■ **EXERCISE**
Search the listing below for the string "roads" and copy every line where it occurs.

■ **PROVIDED MATERIAL**
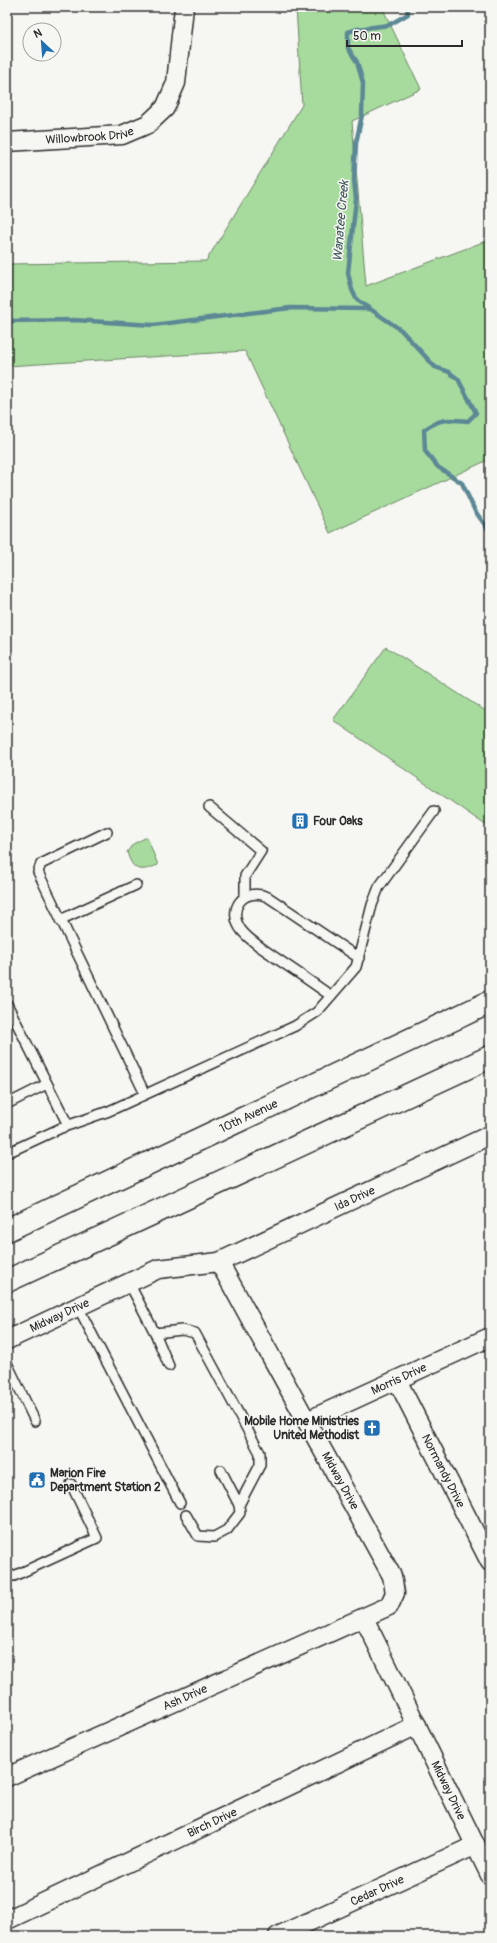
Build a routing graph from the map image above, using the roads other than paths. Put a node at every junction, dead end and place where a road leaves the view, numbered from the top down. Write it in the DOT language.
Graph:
graph roads {
  1 [pos="184,7"];
  2 [pos="7,142"];
  3 [pos="209,807"];
  4 [pos="434,811"];
  5 [pos="107,832"];
  6 [pos="136,885"];
  7 [pos="245,896"];
  8 [pos="60,920"];
  9 [pos="358,958"];
  10 [pos="331,996"];
  11 [pos="490,1002"];
  12 [pos="7,1004"];
  13 [pos="490,1057"];
  14 [pos="47,1084"];
  15 [pos="145,1094"];
  16 [pos="7,1104"];
  17 [pos="68,1125"];
  18 [pos="490,1135"];
  19 [pos="7,1153"];
  20 [pos="7,1230"];
  21 [pos="219,1262"];
  22 [pos="7,1281"];
  23 [pos="129,1283"];
  24 [pos="78,1307"];
  25 [pos="155,1333"];
  26 [pos="490,1337"];
  27 [pos="7,1340"];
  28 [pos="7,1363"];
  29 [pos="169,1366"];
  30 [pos="397,1380"];
  31 [pos="35,1421"];
  32 [pos="307,1421"];
  33 [pos="221,1470"];
  34 [pos="71,1484"];
  35 [pos="180,1504"];
  36 [pos="239,1505"];
  37 [pos="186,1515"];
  38 [pos="490,1562"];
  39 [pos="7,1575"];
  40 [pos="364,1618"];
  41 [pos="417,1725"];
  42 [pos="7,1777"];
  43 [pos="476,1846"];
  44 [pos="490,1875"];
  45 [pos="7,1920"];
  46 [pos="278,1936"];
  1 -- 2 [label="street, Willowbrook Drive"];
  3 -- 7 [label="lane"];
  4 -- 9 [label="lane"];
  5 -- 8 [label="lane"];
  6 -- 8 [label="lane"];
  7 -- 9 [label="lane"];
  7 -- 10 [label="lane"];
  8 -- 15 [label="lane"];
  9 -- 10 [label="lane"];
  10 -- 15 [label="lane"];
  11 -- 20 [label="main road, 10th Avenue"];
  12 -- 14 [label="lane"];
  13 -- 22 [label="main road"];
  14 -- 16 [label="lane"];
  14 -- 17 [label="lane"];
  15 -- 17 [label="lane"];
  17 -- 19 [label="lane"];
  18 -- 21 [label="street, Ida Drive"];
  21 -- 23 [label="street, Midway Drive"];
  21 -- 32 [label="street, Midway Drive"];
  23 -- 24 [label="street, Midway Drive"];
  23 -- 25 [label="lane"];
  24 -- 27 [label="street, Midway Drive"];
  24 -- 35 [label="lane"];
  25 -- 29 [label="lane"];
  25 -- 36 [label="lane"];
  26 -- 30 [label="street, Morris Drive"];
  28 -- 31 [label="lane"];
  30 -- 32 [label="street, Morris Drive"];
  30 -- 38 [label="street, Normandy Drive"];
  32 -- 40 [label="street, Midway Drive"];
  33 -- 36 [label="lane"];
  34 -- 39 [label="lane"];
  36 -- 37 [label="lane"];
  40 -- 41 [label="street, Midway Drive"];
  40 -- 42 [label="street, Ash Drive"];
  41 -- 43 [label="street, Midway Drive"];
  41 -- 45 [label="street, Birch Drive"];
  43 -- 44 [label="street, Midway Drive"];
  43 -- 46 [label="street, Cedar Drive"];
}
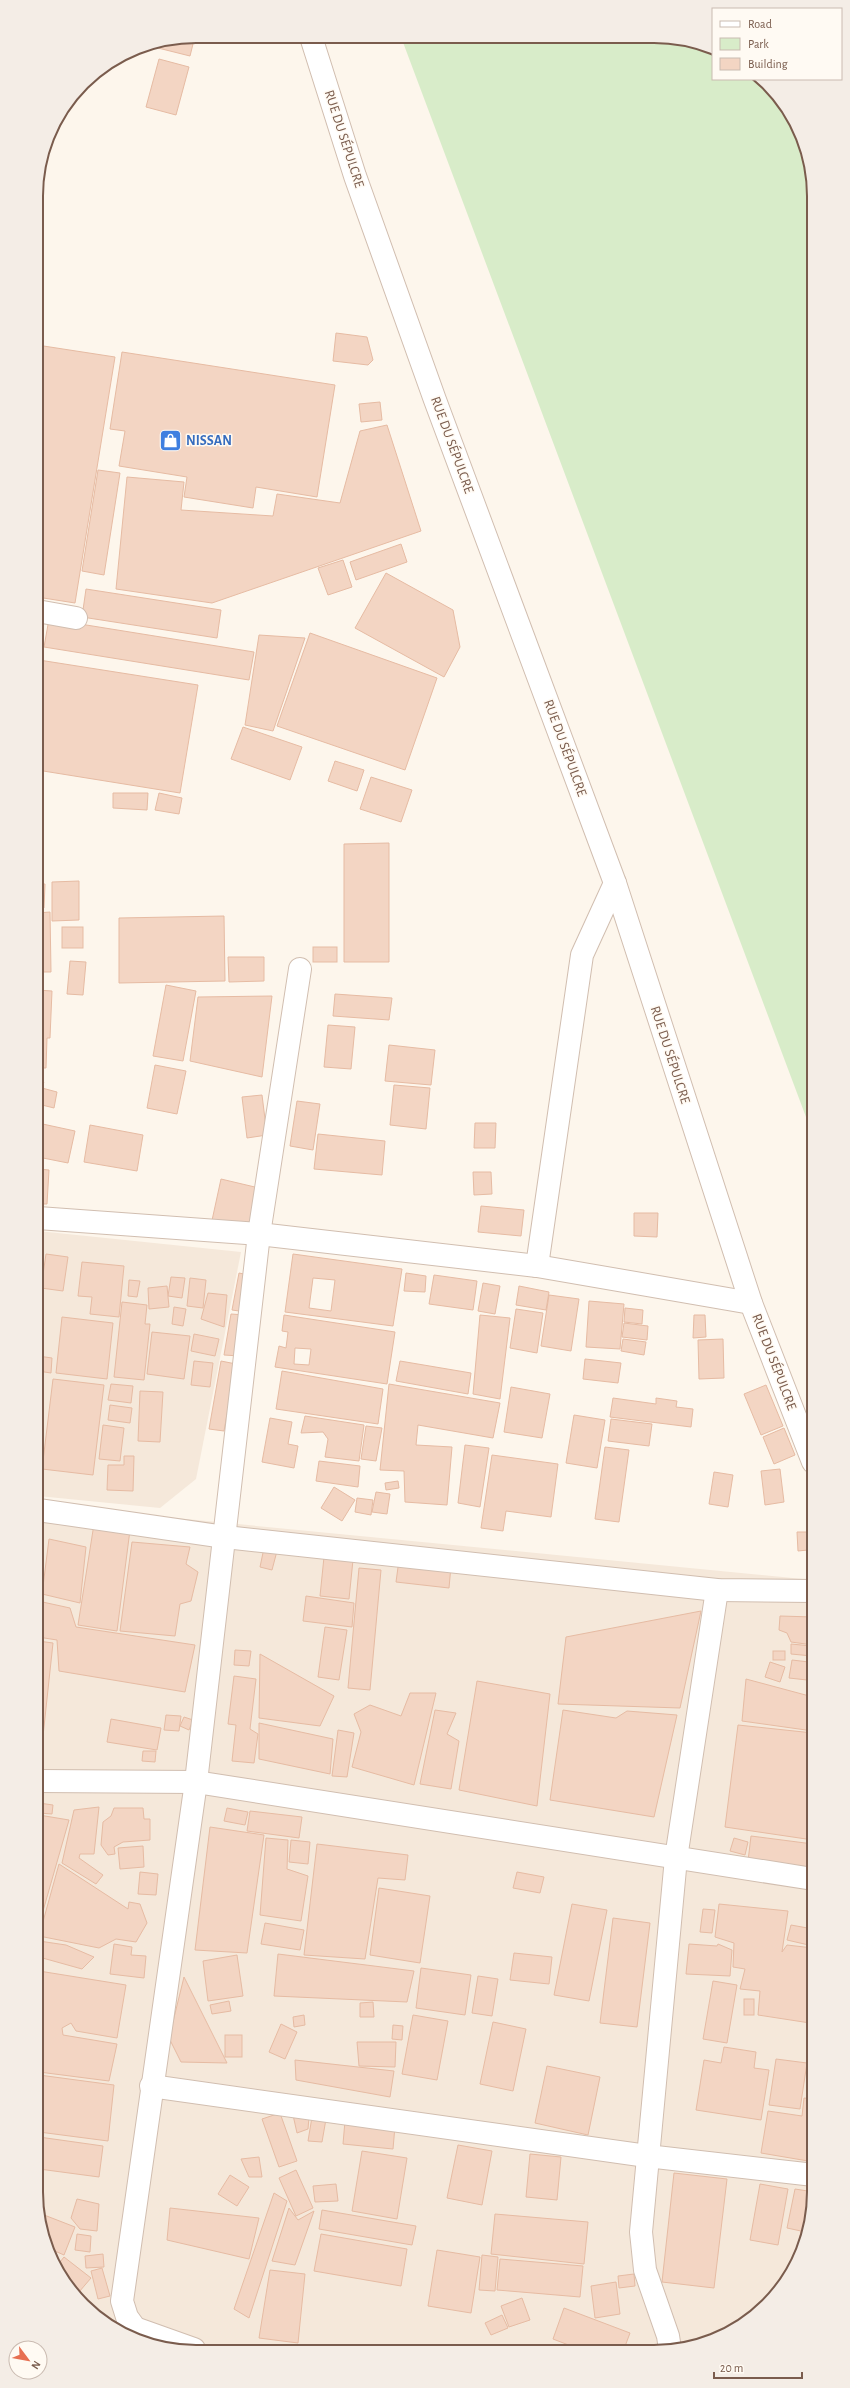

■ **WRITTEN ANSWER**
Build a routing graph from the map image above, using the roads other than paths. Put a node at every junction, dead end and place where a road leaves the view, numbered from the top down. Write it in the DOT language.
graph roads {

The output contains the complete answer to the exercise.